Para ese momento no llevaba mi tarjeta del metro y tuve que comprar dos boletos, uno para la ida y otro para el regreso. Baje más y más escaleras, hasta alcanzar el último círculo. Esperé mucho tiempo, aunque esos minutos me parecieron segundos. Estaba escuchando mi música preferida, un tema suave y motivante
para afrontar el día a día. Algo que cualquiera podría escuchar para motivarse en los momentos difíciles. El metro se encontraba bastante vacío, me impresioné de la escasa cantidad de personas que caminaba a diferentes ritmos sobre el transborde que normalmente transito. Como ya me había retrasado para arribar a
la clase que me tocaba decidí tomarme mi tiempo y caminar más lento y a un ritmo mucho más pausado. Pese a la calma, la vida a veces es demasiado buena para ser verdad. Cometí el error más grande de aquella mañana, aunque fui bastante torpe para darme cuenta de lo que mi mamá me había repetido todos los días cuando iba en la secundaria: “Siempre que vayas a un lugar con poca gente mantente atento a todo tu alrededor”, exclamaba a la hora del desayuno. No soy de leer mucho y desde ese día mi afición por la lectura se hizo mayor. Me detuve a comprar un periódico de deportes, un diario con una carátula que había logrado llamar mi atención, porque era de mi equipo favorito y del partido de ese fin de semana. No había tumulto, así que pude acercarme al individuo que vendía los periódicos dentro del metro. Traía unas gafas obscuras y una playera naranja que parecía un vestido largo. Me quité un audífono para preguntarle cuánto costaba el diario. Me respondió el precio y saqué de mi cartera un billete de veinte pesos
y le di el dinero. Todo iba normal y me preguntó la hora. Acerqué mi mano al bolsillo y levanté mi celular para decirle que eran las 10:40 en punto. En ese momento, sin darme cuenta, había cometido el error. Seguí caminando, el transborde de Centro Médico a la línea café no es tan corto pero tampoco tan largo. Había olvidado ponerme mi otro audífono y noté que una persona venía de frente hacia mí.
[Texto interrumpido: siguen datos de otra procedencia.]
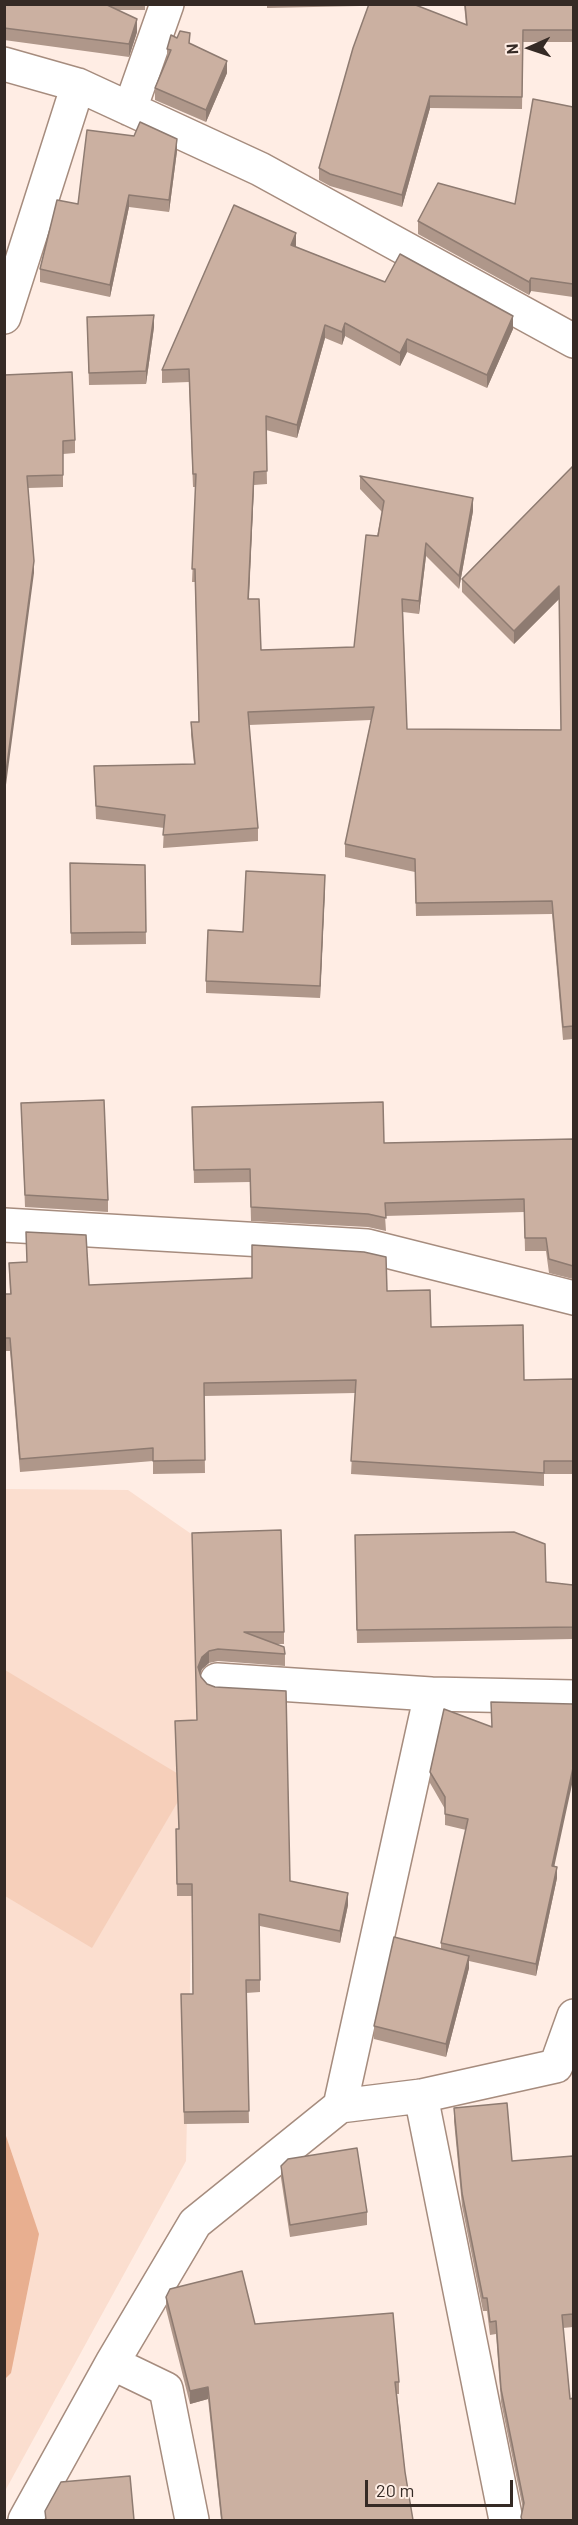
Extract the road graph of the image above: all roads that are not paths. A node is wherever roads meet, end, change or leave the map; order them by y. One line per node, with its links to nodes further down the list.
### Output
1 (167, 4): 4 (street)
2 (4, 64): 3 (street)
3 (78, 85): 4 (street); 5 (street)
4 (130, 109): 6 (street)
5 (4, 317)
6 (573, 340)
7 (4, 1225): 8 (street)
8 (573, 1298)
9 (217, 1680): 10 (street)
10 (431, 1694): 11 (street); 14 (street)
11 (573, 1697)
12 (573, 2016): 13 (street)
13 (421, 2096): 14 (street); 18 (street)
14 (340, 2106): 15 (street)
15 (112, 2363): 16 (street); 17 (street)
16 (25, 2520)
17 (192, 2520)
18 (506, 2520)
Lo único que me quedó fue voltear para determinar si podía correr de espaldas. Sin embargo, como diría Gabriel García Márquez, era la crónica de una muerte anunciada; sabían qué celular traía, que estaba escuchando música y que no prestaba atención. La persona delante de mí se dio cuenta que estaba consciente de la tormenta que se avecinaba, así que se acercó con mayor velocidad y me vi rodeado: dos sujetos aparecieron detrás de mí y el tercero estaba al frente. Como no había gente cerca no pude pedir ayuda, tampoco había ningún policía. Ha sido uno de los episodios más escalofriantes de mi vida, ya que el sujeto que me veía a la cara tenía una
navaja y dijo: “dame el celular” con la voz de una persona de barrio bajo. No me quedó más que desconectar mis audífonos. Tuve un instante de lucidez, una idea que agradezco haber pensado. Mi celular tenía una funda que era bastante gruesa y me atrevería a decir que era más pesada que el aparato. Saqué rápidamente mi teléfono de la funda y le entregué el señuelo boca abajo. Una vez que se lo di, corrí como nunca lo había hecho, pero no al vagón de mi conexión, sino hacia la salida. Así llegaría con el policía que normalmente se encuentra viendo que nadie pase sin pagar.
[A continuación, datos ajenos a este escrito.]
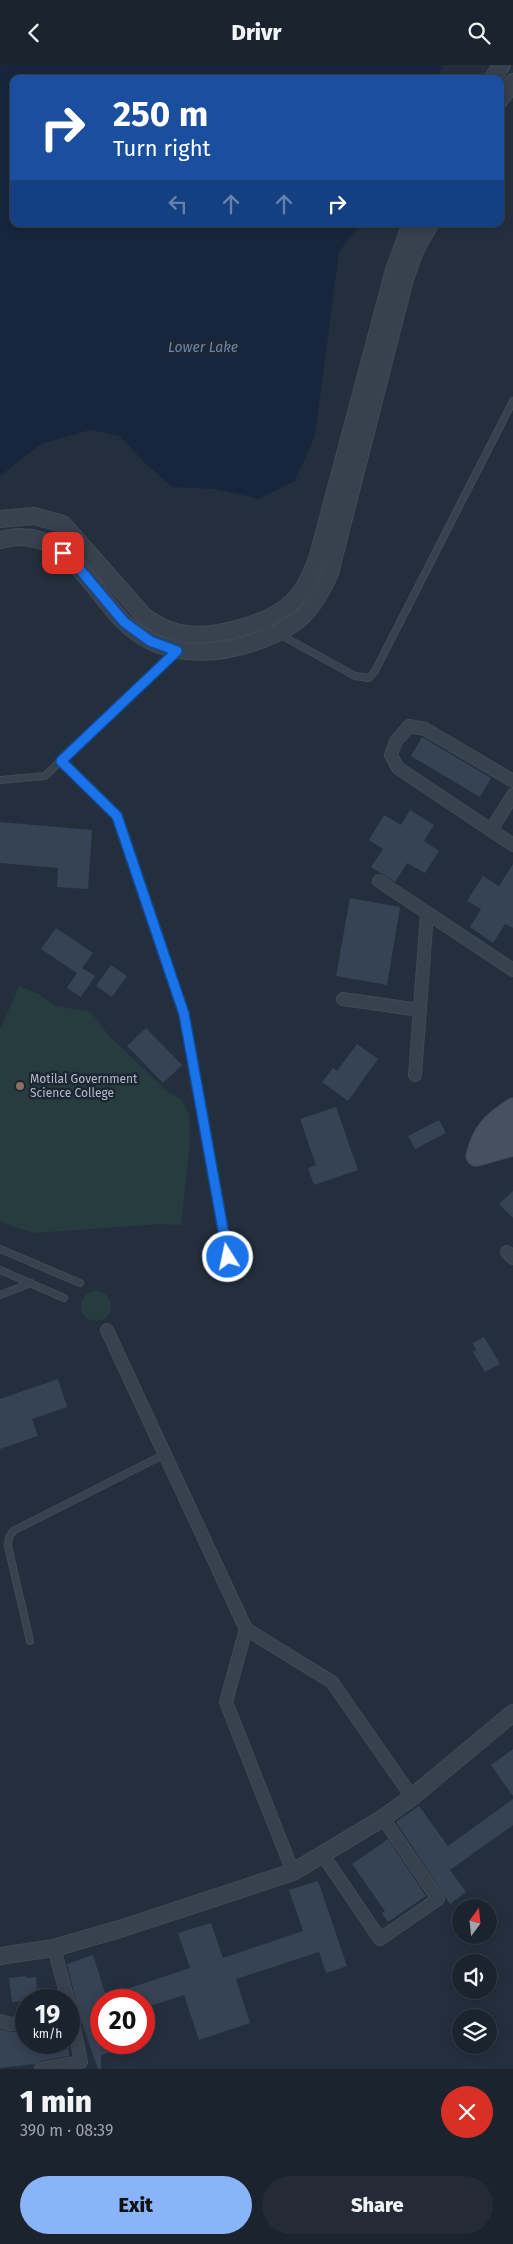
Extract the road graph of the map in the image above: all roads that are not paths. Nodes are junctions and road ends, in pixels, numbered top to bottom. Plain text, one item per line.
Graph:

¿Cómo pensé en todo eso en aquella situación? La misma adrenalina me impulsó a hacer lo que creí correcto y, en efecto, funcionó. No había perdido el móvil, pero sí mis audífonos, los cuales me habían costado veinte pesos y los había comprado en el mismo metro citadino. Cuando llegué a la salida decidí que era mejor tomar un taxi, así que salí y llamé a uno que amablemente me llevó a mi destino. Normalmente, cuando alguien te dice que la escuches y que le hagas caso es porque de verdad necesitas hacerlo, de lo contrario podría pasar un trago amargo y una mala experiencia.